------ Source material ------
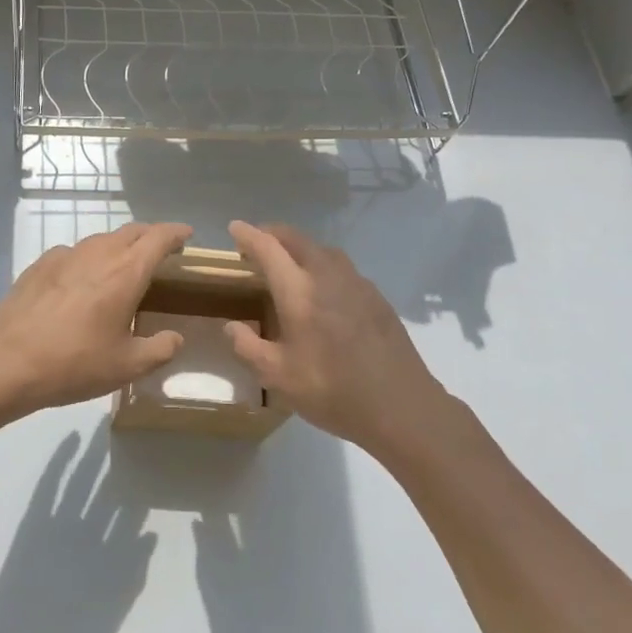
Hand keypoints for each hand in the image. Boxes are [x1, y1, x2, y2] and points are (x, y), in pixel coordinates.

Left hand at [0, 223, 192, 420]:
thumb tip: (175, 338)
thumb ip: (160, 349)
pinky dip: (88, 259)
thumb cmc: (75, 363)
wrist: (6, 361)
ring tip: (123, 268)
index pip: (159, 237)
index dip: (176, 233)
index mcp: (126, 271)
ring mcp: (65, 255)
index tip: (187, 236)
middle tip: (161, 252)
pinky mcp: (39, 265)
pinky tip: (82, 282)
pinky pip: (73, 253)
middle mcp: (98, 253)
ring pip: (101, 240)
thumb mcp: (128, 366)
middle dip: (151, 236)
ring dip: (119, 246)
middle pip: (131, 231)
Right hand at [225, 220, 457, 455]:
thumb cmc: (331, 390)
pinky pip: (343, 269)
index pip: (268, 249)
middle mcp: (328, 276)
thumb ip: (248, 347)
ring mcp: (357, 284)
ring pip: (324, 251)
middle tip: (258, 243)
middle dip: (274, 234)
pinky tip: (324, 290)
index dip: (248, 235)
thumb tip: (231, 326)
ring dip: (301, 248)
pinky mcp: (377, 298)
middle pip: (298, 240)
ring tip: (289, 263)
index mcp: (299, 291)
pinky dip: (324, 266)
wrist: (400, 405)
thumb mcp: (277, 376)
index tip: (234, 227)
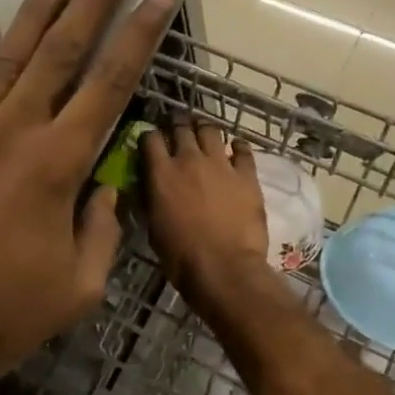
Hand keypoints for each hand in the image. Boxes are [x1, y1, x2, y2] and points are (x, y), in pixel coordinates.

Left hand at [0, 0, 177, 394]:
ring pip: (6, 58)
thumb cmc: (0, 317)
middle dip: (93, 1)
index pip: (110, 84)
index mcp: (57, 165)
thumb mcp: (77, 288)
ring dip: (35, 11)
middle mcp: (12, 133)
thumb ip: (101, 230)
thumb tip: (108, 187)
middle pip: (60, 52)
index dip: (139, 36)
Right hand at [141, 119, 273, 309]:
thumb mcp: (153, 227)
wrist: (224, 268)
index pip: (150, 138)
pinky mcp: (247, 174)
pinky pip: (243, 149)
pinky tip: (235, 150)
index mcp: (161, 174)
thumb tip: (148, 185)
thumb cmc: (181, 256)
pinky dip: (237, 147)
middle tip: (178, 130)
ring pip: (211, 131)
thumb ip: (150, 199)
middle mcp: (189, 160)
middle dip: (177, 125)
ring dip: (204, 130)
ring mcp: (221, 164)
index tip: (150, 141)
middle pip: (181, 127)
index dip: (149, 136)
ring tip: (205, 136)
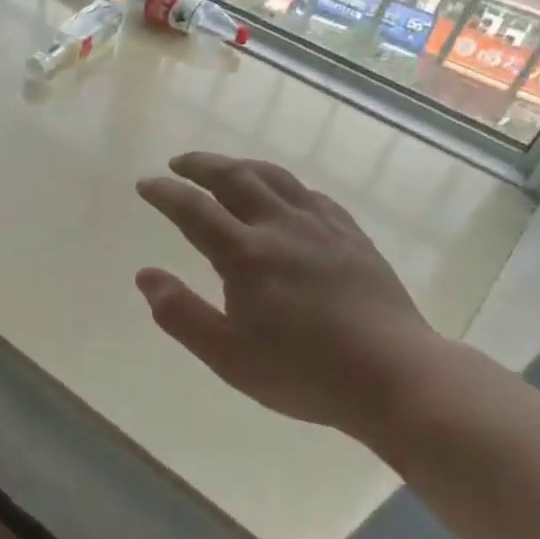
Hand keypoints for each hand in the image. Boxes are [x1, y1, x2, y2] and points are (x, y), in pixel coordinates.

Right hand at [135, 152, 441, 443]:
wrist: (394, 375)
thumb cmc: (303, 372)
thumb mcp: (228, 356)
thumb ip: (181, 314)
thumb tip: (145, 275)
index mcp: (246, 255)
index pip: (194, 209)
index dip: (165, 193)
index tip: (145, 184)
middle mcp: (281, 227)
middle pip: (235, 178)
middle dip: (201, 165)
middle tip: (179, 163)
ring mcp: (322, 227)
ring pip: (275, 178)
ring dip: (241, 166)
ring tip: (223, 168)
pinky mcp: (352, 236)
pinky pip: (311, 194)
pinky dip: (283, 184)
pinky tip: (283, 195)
------
- [To do]: Type out each line of the records above exactly, skipping any pictures.

- [Response to this task]:
Hand keypoints for each hand in the image. Boxes are [x1, y1, x2, y2] and points are (x, y), in pixel coordinates.

Left hand at [0, 223, 192, 420]:
thumb tip: (175, 338)
thumb ip: (160, 349)
pinky dip: (88, 259)
thumb cmc: (75, 363)
wrist: (6, 361)
ring tip: (123, 268)
index pip: (159, 237)
index dip: (176, 233)
index mcp: (126, 271)
ring mcp: (65, 255)
index tip: (187, 236)
middle tip: (161, 252)
pinky mcp: (39, 265)
pinky tip: (82, 282)
pinky pip: (73, 253)
middle mcp: (98, 253)
ring pip: (101, 240)
thumb mcp: (128, 366)
middle dip: (151, 236)
ring dip: (119, 246)
middle pip: (131, 231)
Right hand at [225, 220, 457, 455]:
thumb cmc: (331, 390)
pinky pip: (343, 269)
index pip: (268, 249)
middle mcp: (328, 276)
thumb ip: (248, 347)
ring mcp: (357, 284)
ring pip: (324, 251)
middle tip: (258, 243)
middle dip: (274, 234)
pinky tip: (324, 290)
index dip: (248, 235)
thumb tip: (231, 326)
ring dip: (301, 248)
pinky mcp: (377, 298)
middle pip: (298, 240)
ring tip: (289, 263)
index mcp: (299, 291)
pinky dip: (324, 266)
wrist: (400, 405)
thumb mcp: (277, 376)
index tip: (234, 227)
Hand keypoints for each hand in the image. Boxes are [x1, y1, x2, y2] and points are (x, y), in pixel coordinates.

Left hand at [0, 0, 177, 394]:
ring pip: (6, 58)
thumb cmc: (0, 317)
middle dip: (93, 1)
index pip: (110, 84)
index mcp: (57, 165)
thumb mcp: (77, 288)
ring dip: (35, 11)
middle mcp: (12, 133)
thumb ip: (101, 230)
thumb tip: (108, 187)
middle pip: (60, 52)
index dip: (139, 36)
Right hand at [141, 119, 273, 309]:
thumb mcp: (153, 227)
wrist: (224, 268)
index pip: (150, 138)
pinky mcp: (247, 174)
pinky pip: (243, 149)
pinky tip: (235, 150)
index mcp: (161, 174)
thumb tip: (148, 185)
thumb cmc: (181, 256)
pinky dip: (237, 147)
middle tip: (178, 130)
ring pip: (211, 131)
thumb ip: (150, 199)
middle mcp: (189, 160)
middle dip: (177, 125)
ring dip: (204, 130)
ring mcp: (221, 164)
index tip: (150, 141)
middle pip: (181, 127)
index dip: (149, 136)
ring tip: (205, 136)
Hand keypoints for each hand in the image. Boxes are [x1, y1, x2, y2] and points are (x, y), in pixel coordinates.

Right hand at [135, 152, 441, 443]:
wrist: (394, 375)
thumb cmc: (303, 372)
thumb mcp: (228, 356)
thumb ip: (181, 314)
thumb tip: (145, 275)
index mcp: (246, 255)
index pip: (194, 209)
index dip: (165, 193)
index tip: (145, 184)
middle mcp: (281, 227)
middle pip: (235, 178)
middle dip: (201, 165)
middle tip: (179, 163)
ring mcp: (322, 227)
ring pip: (275, 178)
ring dip: (241, 166)
ring tip: (223, 168)
pinky mcp: (352, 236)
pinky pip: (311, 194)
pinky dip: (283, 184)
pinky tip: (283, 195)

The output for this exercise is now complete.